GMI Inference Engine API Reference
Introduction
This API reference describes the RESTful, streaming, and realtime APIs you can use to interact with the GMI Inference Engine. REST APIs are usable via HTTP in any environment that supports HTTP requests.
Authentication
The GMI API uses API keys for authentication. Create, manage, and learn more about API keys in your organization settings.
Important Security Notes:
- API keys should be provided via HTTP Bearer authentication:
Authorization: Bearer GMI_API_KEY
- Never expose API keys in client-side code
- Load keys from environment variables or key management services
- For multi-organization access, specify headers:
curl https://api.gmi-serving.com/v1/models \
-H "Authorization: Bearer $GMI_API_KEY" \
-H "X-Organization-ID: your_org_id"
List Models
GET https://api.gmi-serving.com/v1/models
Lists available models with basic information about each model, including capabilities, ownership, and permissions.
Example Request
curl https://api.gmi-serving.com/v1/models \
-H "Authorization: Bearer $GMI_API_KEY"
Response
{
"object": "list",
"data": [
{
"id": "",
"object": "deepseek-ai/DeepSeek-R1",
"created": 1687530000,
"owned_by": "public",
},
// ... other models ...
]
}
Response Parameters
Parameter | Type | Description |
---|---|---|
id | string | Model identifier |
object | string | Always "model" |
created | integer | Unix timestamp of model creation |
owned_by | string | Organization that owns the model |
Create Chat Completion
POST https://api.gmi-serving.com/v1/chat/completions
Creates a model response for the given chat conversation. Supports text, images, and audio modalities.
Authorization
Authorization: Bearer <token>
Request Body
{
"model": "deepseek-ai/DeepSeek-R1",
"messages": [
{"role": "user", "content": "Hello!"}
],
"max_tokens": 2000,
"temperature": 1
}
Parameters
Parameter | Type | Required | Default | Description |
---|---|---|---|---|
model | string | Yes | - | Model identifier |
messages | object[] | Yes | - | Conversation history |
tools | object[] | No | - | Supported tools/functions |
max_tokens | integer | No | 2000 | Max output tokens (1-128) |
temperature | number | No | 1 | 0-2 sampling randomness |
top_p | number | No | 1 | Nucleus sampling (0-1) |
top_k | integer | No | - | Top-k sampling (1-128) |
ignore_eos | boolean | No | false | Continue past EOS token |
stop | string[] | No | - | Up to 4 stop sequences |
response_format | object | No | - | Force output format (e.g., JSON) |
stream | boolean | No | false | Stream partial progress |
context_length_exceeded_behavior | string | No | truncate | "truncate" or "error" |
Response
{
"id": "chatcmpl-123",
"object": "chat.completion",
"created": 1677652288,
"model": "deepseek-ai/DeepSeek-R1",
"choices": [{
"message": {
"role": "assistant",
"content": "Hello!
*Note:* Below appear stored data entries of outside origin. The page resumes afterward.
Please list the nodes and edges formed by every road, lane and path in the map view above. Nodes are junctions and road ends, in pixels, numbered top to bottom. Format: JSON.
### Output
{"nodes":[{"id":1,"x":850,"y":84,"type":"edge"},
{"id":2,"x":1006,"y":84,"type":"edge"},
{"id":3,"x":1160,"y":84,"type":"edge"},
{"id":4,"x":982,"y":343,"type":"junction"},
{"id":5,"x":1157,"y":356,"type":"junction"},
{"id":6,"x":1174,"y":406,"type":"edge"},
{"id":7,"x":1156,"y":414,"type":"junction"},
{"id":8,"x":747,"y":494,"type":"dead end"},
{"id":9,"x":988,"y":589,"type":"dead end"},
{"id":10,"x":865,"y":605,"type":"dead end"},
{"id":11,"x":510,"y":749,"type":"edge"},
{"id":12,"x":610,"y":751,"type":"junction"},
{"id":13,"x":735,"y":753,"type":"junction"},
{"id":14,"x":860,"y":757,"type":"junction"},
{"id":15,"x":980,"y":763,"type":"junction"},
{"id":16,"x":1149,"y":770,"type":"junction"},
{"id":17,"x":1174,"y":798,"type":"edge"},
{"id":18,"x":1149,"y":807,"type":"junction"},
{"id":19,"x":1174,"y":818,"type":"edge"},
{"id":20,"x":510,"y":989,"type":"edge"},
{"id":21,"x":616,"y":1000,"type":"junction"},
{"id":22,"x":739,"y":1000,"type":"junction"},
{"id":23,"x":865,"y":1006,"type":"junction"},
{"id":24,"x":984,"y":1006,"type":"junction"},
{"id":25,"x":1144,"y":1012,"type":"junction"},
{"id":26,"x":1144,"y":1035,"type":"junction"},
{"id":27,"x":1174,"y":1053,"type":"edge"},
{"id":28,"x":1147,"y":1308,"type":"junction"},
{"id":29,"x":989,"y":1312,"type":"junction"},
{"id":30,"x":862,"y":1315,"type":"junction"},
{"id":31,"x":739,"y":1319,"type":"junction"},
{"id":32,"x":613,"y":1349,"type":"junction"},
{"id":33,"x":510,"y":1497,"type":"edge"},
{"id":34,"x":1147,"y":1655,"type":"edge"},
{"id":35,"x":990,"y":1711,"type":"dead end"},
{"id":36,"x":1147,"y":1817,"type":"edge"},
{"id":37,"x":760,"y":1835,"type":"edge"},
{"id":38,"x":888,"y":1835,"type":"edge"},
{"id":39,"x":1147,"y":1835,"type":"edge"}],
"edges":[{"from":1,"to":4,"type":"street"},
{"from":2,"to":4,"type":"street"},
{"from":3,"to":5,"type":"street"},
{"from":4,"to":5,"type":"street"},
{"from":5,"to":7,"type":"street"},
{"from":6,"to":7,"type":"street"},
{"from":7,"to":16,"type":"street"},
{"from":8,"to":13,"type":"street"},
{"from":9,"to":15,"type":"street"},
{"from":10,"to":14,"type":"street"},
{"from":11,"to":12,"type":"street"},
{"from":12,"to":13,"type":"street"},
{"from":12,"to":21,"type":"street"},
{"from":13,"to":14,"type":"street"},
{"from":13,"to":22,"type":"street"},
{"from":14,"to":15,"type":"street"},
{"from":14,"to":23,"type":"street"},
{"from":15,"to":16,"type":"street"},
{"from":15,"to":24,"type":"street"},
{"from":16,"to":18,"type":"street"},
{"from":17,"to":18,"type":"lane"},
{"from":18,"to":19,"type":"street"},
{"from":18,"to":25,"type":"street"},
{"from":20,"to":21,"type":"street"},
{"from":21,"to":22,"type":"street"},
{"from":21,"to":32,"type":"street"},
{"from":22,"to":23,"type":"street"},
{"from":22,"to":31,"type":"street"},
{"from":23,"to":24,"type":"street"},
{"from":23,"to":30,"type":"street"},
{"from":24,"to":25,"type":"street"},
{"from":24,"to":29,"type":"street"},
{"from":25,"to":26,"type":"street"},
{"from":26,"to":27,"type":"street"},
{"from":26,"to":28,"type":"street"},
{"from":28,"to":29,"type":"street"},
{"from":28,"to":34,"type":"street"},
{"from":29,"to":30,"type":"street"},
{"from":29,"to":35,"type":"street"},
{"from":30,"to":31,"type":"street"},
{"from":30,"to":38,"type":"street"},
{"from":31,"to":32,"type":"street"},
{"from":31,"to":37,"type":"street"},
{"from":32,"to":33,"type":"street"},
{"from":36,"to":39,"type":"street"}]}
How can I help you today?"
}
}],
"usage": {
"prompt_tokens": 9,
"completion_tokens": 12,
"total_tokens": 21
}
}
Response Fields
Field | Type | Description |
---|---|---|
id | string | Unique response ID |
object | string | Always "chat.completion" |
created | integer | Unix timestamp |
model | string | Model used for generation |
choices | object[] | Generated completions |
usage | object | Token usage statistics |
Important Notes
- Use
response_format: {"type": "json_object"}
for JSON mode - Streaming responses include usage stats in final chunk
- Default context handling differs from Other provider (truncates instead of erroring)
- Multiple penalties interact - use carefully to avoid quality degradation
Key Notes
- Parameter support varies by model - check model documentation
- New projects should use Responses format for latest features
- Organization/project usage is tracked via headers
- Find organization/project IDs in settings pages